What's the actual speed of electromagnetic radiation in space?

Question

The speed of EM radiation is very slightly less than $c$, because space is not quite a vacuum. Say EM travels at $(1-\varepsilon)c$.

For example, this results in a slight delay between receiving a gravitational wave and detecting an associated EM emission from the body that caused it. For an object about 130 million light years away (GW170817) I've seen this delay quoted as everything from $1.74$ seconds (so $\varepsilon\approx 4\times 10^{-16}$) to 27 minutes (so $\varepsilon\approx 4\times 10^{-13}$). I'm sure these figures depend on all sorts of interesting astronomy to do with black hole mergers and gamma ray bursts, but the actual value of $\varepsilon$ doesn't need to know any of this.

So I'm asking here because anyone working on LIGO must surely know our best estimate for the value of $\varepsilon$.

Answer 1

I believe this question was addressed in the paper , Abbot, et. al., Gravitational Waves and Gamma-Rays from a Binary Neutron Star Merger: GW170817 and GRB 170817A , ApJ. Lett., 848:L13, 2017 October 16.

"We use the observed time delay of ($+1.74 \pm 0.05$) s between GRB 170817A and GW170817 to: (i) constrain the difference between the speed of gravity and the speed of light to be between $-3 \times 10^{-15}$ and $+7 \times 10^{-16}$ times the speed of light, ..."
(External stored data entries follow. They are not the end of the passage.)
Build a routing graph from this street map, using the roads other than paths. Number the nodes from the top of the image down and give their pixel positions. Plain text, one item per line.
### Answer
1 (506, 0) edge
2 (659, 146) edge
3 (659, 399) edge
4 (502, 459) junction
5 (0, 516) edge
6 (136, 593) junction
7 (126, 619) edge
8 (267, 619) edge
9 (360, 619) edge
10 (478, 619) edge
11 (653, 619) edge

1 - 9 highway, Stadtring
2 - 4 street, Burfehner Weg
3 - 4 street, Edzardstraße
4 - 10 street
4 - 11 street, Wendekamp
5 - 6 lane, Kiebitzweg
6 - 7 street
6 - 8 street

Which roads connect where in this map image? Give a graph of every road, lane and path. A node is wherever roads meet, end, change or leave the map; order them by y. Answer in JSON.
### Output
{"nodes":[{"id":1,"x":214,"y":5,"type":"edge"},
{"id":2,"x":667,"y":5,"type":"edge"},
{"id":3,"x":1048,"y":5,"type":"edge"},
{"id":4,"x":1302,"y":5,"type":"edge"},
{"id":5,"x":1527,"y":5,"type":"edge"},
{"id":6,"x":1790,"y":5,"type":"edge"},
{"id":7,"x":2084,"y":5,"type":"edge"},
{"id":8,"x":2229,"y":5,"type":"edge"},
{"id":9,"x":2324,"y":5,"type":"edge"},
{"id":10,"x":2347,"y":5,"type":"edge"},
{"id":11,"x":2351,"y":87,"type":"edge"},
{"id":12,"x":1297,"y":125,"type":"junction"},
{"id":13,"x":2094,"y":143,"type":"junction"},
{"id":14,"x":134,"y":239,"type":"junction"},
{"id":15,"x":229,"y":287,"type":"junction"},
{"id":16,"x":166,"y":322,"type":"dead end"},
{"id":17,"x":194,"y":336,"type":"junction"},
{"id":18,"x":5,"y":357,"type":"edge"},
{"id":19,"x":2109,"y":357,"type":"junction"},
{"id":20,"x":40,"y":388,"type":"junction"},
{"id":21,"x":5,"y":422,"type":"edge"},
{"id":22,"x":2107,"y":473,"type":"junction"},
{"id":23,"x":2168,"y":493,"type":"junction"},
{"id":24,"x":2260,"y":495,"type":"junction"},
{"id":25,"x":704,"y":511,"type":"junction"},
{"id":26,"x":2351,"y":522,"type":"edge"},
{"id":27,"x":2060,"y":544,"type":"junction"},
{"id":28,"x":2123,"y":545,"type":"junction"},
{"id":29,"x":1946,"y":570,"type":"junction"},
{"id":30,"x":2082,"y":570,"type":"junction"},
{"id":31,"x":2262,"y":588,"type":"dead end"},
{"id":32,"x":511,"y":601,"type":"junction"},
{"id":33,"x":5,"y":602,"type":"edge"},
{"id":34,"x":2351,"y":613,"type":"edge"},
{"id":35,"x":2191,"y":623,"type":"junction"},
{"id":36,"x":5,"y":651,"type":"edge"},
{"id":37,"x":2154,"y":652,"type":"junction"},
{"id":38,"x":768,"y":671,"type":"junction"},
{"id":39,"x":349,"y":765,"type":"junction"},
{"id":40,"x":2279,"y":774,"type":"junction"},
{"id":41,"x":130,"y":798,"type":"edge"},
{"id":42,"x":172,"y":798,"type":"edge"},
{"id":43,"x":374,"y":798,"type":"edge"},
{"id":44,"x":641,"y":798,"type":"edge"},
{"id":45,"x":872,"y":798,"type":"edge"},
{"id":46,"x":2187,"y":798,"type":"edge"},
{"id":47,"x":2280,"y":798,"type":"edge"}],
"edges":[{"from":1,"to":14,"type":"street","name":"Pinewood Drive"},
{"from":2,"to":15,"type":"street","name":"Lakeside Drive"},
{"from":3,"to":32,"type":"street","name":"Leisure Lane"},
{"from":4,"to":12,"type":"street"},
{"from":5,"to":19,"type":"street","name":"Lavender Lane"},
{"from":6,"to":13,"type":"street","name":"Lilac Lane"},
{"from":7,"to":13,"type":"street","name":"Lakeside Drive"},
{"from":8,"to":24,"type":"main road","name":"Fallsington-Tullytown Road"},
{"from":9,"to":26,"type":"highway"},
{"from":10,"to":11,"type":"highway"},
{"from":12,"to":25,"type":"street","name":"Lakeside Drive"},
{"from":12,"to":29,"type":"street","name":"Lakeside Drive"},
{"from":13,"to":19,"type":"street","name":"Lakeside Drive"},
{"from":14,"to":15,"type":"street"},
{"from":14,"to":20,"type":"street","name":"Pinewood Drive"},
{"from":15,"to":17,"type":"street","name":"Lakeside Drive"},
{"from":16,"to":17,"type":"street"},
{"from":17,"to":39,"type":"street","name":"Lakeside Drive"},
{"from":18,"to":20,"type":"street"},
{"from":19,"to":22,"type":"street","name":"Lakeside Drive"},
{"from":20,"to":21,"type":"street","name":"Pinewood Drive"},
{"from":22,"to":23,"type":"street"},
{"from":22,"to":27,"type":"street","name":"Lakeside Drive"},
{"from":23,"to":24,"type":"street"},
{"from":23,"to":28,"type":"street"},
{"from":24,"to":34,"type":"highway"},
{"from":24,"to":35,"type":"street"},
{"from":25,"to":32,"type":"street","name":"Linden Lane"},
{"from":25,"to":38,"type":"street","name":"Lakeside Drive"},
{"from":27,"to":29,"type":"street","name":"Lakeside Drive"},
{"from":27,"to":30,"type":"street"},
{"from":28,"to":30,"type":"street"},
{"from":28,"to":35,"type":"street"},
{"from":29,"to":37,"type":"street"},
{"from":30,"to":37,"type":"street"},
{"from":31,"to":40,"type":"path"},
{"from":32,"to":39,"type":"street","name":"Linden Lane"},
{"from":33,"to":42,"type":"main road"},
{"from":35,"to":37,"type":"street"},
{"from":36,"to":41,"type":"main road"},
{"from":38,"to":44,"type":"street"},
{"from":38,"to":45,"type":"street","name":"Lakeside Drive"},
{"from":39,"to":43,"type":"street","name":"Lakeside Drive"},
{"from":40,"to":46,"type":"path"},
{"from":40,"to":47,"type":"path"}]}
In Section 2.2 of the paper they discuss the uncertainty of delay between GW and GRB emission, predicted to be a few seconds. In Section 4 of the paper they compute the range of speed uncertainty quoted above. They conservatively use 26 MPc, their lower bound on the 90% credible distance interval, and for the upper bound on speed difference they assume the GW and GRB were emitted simultanously, and use the 1.74 s $\Delta t$. For a lower bound on speed of gravity, they assume the GRB were emitted 10 s after the GW, and a faster EM signal made up some of the difference.

I believe that X-rays were also detected several (~8-9) days later. This delay was attributed to time needed for the shock wave from the merger to interact with surrounding matter. I was unable to find any reference to signal arrival 27 minutes after GW detection in the LIGO papers.

Answer 2

Given that different frequencies of light, or energies of photons, take your pick, travel through different the same medium at different rates, e.g. red light is slowed less by a glass prism and blue is slowed more, it would seemingly take higher energy signals longer to reach the observer, be it cosmic dust, interplanetary/galactic gas, or whatever else.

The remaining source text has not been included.